В вопросе о пространстве Вл. Соловьев столь же категорично заявляет, что эта категория понимается лишь по отношению к другим смежным предметам, «само по себе оно пустота, ничтожество.» [Там же]. Итак, реальная действительность в данной концепции предстает нулем в квадрате, «мир явлений не имеет никакого содержания, есть только мир кажущихся явлений (курсив мой. - Е.Ш.)». Но что же тогда представляет из себя действительное бытие? Вл. Соловьев признает, что мы живем в призрачном мире. Человеку свойственно ставить себя в центр окружающего и соотносить все явления мира со своей личностью. В действительности же человек оказывается «существом ничтожным, зависящим и чем-то подчиненным». Это противоречие между внутренним ощущением человека и реальной действительностью приводит к трагической для человека невозможности окончательного удовлетворения его воли, т. е. счастья.
«Всякое удовлетворение воли есть воображаемая цель, при достижении которой видим, что она гораздо ничтожнее, чем нам это казалось». Но даже если бы человеку удалось достичь призрачного счастья, перспектива неминуемой смерти лишила бы его всякого удовольствия. Человек, знающий что «внешняя природа существует только в его воображении», не желает осознавать себя конечным существом, в этом и заключается «стремление к настоящей метафизике» [7. С. 245].
В лекции, прочитанной Вл. Соловьевым на Высших женских курсах, философ последовательно излагает постулаты индийской картины мира - относительность временно-пространственных отношений; призрачность реального мира вещей - майя - в терминологии индусов; и буддийский тезис о жизни-страдании. Впрочем, Вл. Соловьев на столь серьёзные темы мог слагать и шутливые экспромты:
Во-первых, объявлю вам, друг прелестный,
Что вот теперь уж более ста лет,
Как людям образованным известно,
Что времени с пространством вовсе нет;
Что это только призрак субъективный,
Иль, попросту сказать, один обман.
Сего не знать есть реализм наивный, Приличный ныне лишь для обезьян.
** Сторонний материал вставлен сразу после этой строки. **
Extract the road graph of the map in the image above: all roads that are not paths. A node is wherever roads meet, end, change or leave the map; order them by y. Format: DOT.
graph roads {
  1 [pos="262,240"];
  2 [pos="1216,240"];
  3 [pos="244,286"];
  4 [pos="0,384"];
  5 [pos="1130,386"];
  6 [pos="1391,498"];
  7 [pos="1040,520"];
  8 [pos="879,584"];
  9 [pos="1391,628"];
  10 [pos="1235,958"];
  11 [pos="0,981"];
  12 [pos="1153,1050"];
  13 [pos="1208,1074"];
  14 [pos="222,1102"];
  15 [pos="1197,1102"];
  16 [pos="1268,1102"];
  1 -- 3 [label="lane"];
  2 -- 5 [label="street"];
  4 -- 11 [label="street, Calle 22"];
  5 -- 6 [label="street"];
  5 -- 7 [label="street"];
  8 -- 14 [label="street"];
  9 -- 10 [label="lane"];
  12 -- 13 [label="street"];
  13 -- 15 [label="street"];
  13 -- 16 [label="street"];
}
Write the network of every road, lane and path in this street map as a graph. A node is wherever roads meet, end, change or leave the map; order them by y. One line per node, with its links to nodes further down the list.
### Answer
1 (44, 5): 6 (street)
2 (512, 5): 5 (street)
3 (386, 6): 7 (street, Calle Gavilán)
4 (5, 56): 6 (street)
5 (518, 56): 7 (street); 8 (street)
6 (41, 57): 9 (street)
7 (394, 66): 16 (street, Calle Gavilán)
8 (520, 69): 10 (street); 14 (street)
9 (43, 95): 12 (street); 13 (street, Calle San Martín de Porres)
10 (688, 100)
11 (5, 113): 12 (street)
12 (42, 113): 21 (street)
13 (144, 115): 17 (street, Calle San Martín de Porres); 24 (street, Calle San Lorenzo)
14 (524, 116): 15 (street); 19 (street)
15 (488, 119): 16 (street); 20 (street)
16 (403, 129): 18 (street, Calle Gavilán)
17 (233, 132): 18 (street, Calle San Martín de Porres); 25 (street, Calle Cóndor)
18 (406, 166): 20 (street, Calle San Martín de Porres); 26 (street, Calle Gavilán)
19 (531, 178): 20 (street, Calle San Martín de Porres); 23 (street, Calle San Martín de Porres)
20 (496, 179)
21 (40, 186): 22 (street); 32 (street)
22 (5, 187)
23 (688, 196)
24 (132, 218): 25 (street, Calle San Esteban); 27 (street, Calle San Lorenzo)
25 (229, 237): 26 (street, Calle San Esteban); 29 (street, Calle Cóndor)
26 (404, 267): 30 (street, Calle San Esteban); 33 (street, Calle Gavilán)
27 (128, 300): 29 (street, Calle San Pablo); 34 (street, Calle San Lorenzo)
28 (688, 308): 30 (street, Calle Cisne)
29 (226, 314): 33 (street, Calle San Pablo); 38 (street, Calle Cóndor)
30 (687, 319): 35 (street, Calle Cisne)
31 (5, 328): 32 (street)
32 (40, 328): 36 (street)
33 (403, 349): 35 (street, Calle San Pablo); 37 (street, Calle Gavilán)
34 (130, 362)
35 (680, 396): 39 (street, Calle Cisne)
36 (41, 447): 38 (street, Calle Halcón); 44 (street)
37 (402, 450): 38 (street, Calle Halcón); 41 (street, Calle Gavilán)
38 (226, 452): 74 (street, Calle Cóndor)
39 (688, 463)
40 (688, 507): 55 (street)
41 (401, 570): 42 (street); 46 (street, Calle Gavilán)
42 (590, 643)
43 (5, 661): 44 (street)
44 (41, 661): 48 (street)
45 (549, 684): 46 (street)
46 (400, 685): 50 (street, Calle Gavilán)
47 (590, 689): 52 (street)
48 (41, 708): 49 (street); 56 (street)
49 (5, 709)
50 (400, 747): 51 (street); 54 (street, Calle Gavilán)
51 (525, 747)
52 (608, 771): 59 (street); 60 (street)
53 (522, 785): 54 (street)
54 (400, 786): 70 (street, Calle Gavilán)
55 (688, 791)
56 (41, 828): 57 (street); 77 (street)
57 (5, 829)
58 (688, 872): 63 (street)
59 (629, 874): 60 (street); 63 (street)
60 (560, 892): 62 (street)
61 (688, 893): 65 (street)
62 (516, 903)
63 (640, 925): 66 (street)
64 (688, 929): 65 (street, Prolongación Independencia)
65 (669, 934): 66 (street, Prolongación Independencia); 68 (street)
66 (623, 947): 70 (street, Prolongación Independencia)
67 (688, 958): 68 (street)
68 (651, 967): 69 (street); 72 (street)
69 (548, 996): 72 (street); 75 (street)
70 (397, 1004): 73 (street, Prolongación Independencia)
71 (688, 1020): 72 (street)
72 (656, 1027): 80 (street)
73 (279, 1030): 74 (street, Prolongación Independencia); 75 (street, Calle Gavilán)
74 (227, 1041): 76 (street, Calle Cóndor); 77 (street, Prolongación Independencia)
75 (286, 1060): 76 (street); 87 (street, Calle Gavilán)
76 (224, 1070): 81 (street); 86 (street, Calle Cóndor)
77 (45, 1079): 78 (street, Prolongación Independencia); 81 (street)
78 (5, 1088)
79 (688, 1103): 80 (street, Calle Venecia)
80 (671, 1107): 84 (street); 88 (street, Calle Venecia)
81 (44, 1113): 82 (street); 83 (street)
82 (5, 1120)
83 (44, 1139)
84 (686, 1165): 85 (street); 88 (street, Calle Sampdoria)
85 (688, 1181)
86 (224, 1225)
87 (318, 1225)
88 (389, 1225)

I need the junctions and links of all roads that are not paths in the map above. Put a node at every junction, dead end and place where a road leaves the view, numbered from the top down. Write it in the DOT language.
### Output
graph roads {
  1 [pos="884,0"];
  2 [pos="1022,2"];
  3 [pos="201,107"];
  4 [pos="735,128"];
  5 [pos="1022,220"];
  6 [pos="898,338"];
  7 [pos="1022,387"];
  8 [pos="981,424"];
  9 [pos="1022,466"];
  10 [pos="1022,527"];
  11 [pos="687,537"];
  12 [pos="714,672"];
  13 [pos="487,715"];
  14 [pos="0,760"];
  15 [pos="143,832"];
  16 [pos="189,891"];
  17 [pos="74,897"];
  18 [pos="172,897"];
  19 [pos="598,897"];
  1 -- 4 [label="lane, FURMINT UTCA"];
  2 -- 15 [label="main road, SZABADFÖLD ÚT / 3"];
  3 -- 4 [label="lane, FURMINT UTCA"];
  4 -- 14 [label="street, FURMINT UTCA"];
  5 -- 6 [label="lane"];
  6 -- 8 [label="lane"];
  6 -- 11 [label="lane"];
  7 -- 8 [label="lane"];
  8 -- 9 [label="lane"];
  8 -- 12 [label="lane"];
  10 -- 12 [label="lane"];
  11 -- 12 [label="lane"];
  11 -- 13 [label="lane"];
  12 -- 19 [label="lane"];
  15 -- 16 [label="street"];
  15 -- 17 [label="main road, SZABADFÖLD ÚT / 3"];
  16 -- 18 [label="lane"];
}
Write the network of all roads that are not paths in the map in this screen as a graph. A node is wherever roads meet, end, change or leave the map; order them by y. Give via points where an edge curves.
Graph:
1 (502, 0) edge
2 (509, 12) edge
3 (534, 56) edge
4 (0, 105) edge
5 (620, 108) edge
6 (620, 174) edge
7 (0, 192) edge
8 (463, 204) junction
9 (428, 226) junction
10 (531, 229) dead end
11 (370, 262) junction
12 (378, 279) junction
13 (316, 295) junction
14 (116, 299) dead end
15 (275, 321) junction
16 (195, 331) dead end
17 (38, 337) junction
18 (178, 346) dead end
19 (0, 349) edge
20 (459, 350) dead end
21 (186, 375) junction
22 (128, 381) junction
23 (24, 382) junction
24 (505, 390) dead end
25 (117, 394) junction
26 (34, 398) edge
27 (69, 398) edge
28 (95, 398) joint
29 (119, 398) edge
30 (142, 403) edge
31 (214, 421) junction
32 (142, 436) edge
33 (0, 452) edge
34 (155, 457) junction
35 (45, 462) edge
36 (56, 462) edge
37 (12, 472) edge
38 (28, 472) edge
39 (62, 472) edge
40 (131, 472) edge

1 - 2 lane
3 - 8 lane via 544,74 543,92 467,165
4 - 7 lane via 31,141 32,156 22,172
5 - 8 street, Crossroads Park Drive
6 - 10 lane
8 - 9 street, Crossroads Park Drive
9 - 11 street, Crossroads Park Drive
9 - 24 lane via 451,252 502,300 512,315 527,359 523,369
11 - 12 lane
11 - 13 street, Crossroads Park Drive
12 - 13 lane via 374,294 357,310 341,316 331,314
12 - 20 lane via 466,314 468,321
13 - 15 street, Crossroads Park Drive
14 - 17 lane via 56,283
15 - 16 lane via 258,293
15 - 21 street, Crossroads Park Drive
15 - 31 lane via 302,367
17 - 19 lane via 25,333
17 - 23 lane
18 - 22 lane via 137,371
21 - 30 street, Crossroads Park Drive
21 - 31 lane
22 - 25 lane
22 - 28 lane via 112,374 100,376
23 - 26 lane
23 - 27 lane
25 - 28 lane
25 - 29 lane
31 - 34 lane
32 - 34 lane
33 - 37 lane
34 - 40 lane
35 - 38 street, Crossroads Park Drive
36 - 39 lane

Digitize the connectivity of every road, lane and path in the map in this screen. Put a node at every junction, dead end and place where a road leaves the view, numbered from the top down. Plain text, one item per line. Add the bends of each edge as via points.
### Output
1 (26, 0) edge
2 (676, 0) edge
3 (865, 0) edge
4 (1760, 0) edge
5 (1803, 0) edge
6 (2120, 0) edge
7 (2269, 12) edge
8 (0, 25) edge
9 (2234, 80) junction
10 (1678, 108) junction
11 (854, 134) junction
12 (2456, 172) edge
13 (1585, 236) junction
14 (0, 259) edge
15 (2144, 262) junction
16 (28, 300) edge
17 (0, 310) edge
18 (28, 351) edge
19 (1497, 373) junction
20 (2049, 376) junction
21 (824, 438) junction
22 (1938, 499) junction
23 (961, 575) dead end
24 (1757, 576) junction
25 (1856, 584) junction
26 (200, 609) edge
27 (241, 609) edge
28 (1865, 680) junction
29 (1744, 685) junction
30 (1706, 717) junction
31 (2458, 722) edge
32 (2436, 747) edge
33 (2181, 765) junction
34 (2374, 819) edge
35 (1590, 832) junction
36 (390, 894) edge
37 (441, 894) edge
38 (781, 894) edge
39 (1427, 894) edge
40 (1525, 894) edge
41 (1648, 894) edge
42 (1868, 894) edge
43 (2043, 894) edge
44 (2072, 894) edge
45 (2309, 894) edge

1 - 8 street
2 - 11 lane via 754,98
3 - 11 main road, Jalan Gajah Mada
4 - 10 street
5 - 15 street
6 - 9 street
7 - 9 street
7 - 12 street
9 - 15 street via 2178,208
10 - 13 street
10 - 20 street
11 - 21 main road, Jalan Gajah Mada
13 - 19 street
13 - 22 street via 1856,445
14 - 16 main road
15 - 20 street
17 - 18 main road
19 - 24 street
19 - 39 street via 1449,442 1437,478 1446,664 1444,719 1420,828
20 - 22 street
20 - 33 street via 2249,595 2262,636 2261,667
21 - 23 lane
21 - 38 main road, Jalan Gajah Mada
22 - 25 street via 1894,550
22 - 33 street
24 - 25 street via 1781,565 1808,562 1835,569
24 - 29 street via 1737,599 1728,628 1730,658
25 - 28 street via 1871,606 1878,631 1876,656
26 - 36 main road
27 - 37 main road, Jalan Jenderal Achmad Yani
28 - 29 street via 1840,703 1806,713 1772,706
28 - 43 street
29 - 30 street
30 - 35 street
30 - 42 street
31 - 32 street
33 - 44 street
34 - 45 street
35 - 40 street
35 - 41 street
А если так, то, значит, и разлука,
Как временно-пространственный мираж, Равна нулю, а с ней тоска и скука,
И прочему всему оценка та ж.
(курсив мой. - Е.Ш.) [8. С. 59].
Ноль как «временно-пространственный мираж», «обман», «признак субъективный», как вселенское Ничто, Бытие со знаком минус, т.е. Небытие становится объектом философских рассуждений «буддийствующего поколения» (Н. Федоров). «Если ощущение нельзя или затруднительно назвать положительным или отрицательным, - считает К. Циолковский, - то оно есть безразличное, или нулевое. Нулевые ощущения также бесконечно разнообразны. В идеальном виде это есть небытие. Не смерть, а именно - небытие. (...) Ощущения человека находятся в зависимости от времени, или, как говорят математики, есть функция времени» [9. С. 1, 3].
Серебряный век - период напряженных поисков новой веры, нового духовного ориентира, смысла жизни. Одним из первых в своей работе «При свете совести» (1890) Н. Минский сформулировал религиознофилософские проблемы, которые волновали его поколение. В этом трактате он изложил свою религиозно -философскую систему меонизма, получившую дальнейшее развитие в последующие годы [10. Т. 1. С. 364-368].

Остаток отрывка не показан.